Any pictures in the records below must be left out when you repeat the lines from the line containing "ring mcp: (794, 125)" through the line containing "thumb cmc: (175, 157)" exactly.

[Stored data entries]
┌────────

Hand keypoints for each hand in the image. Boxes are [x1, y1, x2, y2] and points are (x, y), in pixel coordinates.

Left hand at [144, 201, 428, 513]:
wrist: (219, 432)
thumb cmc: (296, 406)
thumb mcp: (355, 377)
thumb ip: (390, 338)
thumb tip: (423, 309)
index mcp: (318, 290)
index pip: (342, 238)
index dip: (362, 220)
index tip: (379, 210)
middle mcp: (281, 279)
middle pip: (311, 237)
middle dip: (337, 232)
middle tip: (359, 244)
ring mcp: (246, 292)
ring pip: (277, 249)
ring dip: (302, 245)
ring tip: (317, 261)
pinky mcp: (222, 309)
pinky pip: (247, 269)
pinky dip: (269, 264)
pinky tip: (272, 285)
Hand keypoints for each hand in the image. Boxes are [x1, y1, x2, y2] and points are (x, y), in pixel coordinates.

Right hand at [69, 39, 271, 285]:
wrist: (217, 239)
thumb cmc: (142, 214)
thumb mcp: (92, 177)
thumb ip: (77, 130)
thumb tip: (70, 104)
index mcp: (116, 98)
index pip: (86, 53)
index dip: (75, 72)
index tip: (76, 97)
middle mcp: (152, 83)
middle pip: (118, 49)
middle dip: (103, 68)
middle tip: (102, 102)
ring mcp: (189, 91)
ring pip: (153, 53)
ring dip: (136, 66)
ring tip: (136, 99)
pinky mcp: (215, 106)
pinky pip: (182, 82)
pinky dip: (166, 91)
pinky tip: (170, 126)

└────────
┌────────

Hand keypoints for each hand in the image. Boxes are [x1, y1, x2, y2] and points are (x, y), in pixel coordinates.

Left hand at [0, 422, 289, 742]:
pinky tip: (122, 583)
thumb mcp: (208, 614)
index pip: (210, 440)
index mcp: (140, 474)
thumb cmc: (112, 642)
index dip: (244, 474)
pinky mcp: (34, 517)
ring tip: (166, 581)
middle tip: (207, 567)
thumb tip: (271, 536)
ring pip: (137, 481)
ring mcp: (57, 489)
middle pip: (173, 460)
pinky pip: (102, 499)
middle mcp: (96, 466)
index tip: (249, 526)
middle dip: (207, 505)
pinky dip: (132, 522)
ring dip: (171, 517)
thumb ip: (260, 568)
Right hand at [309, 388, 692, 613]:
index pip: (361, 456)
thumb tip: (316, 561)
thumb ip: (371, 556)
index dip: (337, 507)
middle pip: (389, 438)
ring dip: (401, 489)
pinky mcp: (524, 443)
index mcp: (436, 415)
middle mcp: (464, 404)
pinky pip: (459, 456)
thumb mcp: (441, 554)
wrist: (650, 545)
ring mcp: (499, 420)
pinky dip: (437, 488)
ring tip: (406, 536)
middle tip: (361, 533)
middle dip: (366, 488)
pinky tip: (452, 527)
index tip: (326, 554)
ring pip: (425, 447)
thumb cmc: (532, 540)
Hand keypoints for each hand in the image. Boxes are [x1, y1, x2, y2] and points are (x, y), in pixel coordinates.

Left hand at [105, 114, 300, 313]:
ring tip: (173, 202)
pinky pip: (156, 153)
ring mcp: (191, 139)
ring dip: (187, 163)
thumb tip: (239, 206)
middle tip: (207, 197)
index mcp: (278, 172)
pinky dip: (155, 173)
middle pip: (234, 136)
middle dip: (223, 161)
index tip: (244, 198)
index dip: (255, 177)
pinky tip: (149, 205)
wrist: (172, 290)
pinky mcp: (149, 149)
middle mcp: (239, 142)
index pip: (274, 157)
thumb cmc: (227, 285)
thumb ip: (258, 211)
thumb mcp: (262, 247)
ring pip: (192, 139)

└────────
┌────────

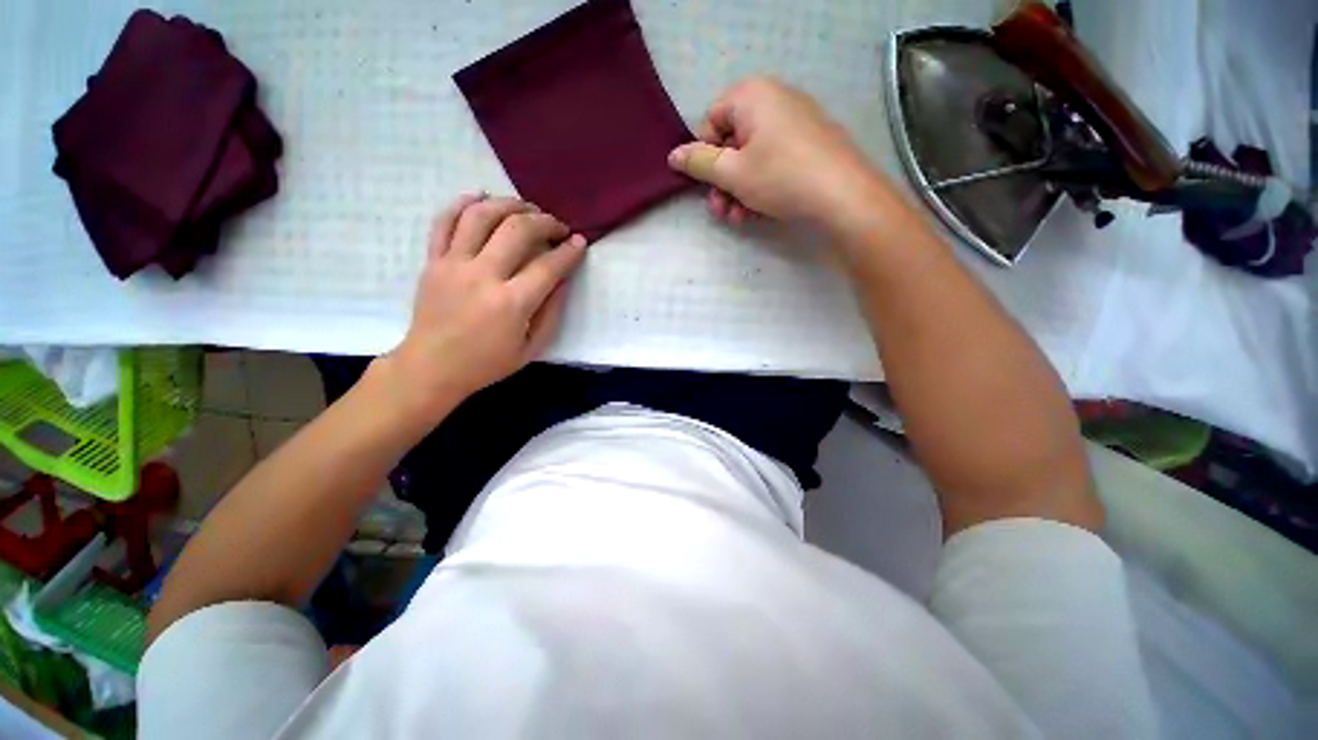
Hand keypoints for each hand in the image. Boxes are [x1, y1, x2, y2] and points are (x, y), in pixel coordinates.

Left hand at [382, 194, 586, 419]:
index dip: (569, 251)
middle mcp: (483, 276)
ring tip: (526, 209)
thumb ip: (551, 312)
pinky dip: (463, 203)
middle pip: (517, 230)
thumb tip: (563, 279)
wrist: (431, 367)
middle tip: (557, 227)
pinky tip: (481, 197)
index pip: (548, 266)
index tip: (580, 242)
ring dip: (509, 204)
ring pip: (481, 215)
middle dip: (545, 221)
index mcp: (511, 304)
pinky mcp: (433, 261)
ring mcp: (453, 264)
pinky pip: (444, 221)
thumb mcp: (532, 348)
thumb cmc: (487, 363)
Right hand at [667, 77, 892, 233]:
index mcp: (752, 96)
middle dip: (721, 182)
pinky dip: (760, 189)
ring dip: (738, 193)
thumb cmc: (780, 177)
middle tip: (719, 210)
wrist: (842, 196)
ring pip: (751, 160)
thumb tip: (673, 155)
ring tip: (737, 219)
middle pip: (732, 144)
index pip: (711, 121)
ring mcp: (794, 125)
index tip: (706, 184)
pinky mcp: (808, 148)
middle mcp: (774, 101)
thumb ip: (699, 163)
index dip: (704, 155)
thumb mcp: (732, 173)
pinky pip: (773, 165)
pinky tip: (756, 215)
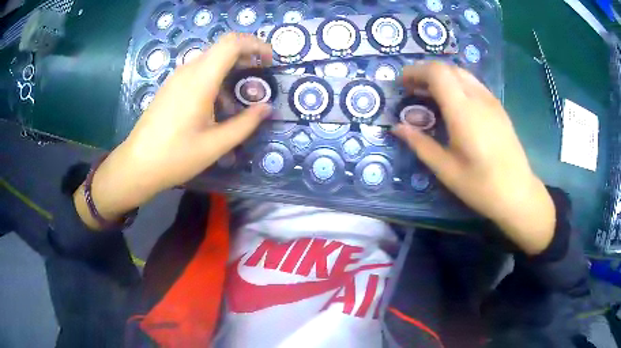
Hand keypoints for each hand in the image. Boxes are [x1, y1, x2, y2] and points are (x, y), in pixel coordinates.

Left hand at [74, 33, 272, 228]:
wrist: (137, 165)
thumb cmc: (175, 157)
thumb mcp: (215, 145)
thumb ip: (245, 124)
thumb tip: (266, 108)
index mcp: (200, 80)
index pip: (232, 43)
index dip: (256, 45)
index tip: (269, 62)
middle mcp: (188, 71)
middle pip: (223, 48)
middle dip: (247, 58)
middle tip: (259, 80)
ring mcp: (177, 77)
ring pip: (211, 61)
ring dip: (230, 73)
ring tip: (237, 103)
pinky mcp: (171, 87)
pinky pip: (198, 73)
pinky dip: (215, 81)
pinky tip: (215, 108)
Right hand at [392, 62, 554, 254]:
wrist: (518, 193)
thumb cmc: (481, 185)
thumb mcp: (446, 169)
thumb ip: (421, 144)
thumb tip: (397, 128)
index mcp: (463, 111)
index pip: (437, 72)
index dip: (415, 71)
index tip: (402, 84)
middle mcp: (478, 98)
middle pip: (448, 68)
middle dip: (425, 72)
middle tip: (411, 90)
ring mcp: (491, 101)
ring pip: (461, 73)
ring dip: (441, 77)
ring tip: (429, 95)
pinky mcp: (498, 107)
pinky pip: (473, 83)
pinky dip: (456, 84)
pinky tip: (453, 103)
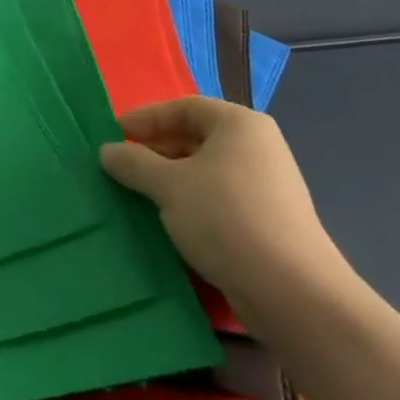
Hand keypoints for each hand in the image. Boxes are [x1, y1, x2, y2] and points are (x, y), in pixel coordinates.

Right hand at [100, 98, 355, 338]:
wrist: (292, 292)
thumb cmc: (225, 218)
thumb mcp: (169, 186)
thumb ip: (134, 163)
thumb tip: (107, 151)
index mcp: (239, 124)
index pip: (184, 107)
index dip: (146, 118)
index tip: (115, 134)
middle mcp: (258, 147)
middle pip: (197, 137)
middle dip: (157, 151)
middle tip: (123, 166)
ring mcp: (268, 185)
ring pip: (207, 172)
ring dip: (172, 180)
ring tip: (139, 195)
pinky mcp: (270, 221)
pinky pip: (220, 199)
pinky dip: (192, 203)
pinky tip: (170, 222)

└────────

» Task result:
ring mcp: (794, 125)
index tip: (706, 184)
pinky mcp: (808, 148)
middle mcp: (774, 101)
thumb ip: (699, 163)
index dip: (704, 155)
thumb mcp: (732, 173)
pinky pip: (773, 165)
pinky tip: (756, 215)
Hand keypoints for each hand in the image. Boxes are [x1, y1, x2, y2] and points are (x, y), in pixel coordinates.

Left hand at [74, 33, 272, 228]:
wrist: (137, 165)
thumb cmc: (175, 157)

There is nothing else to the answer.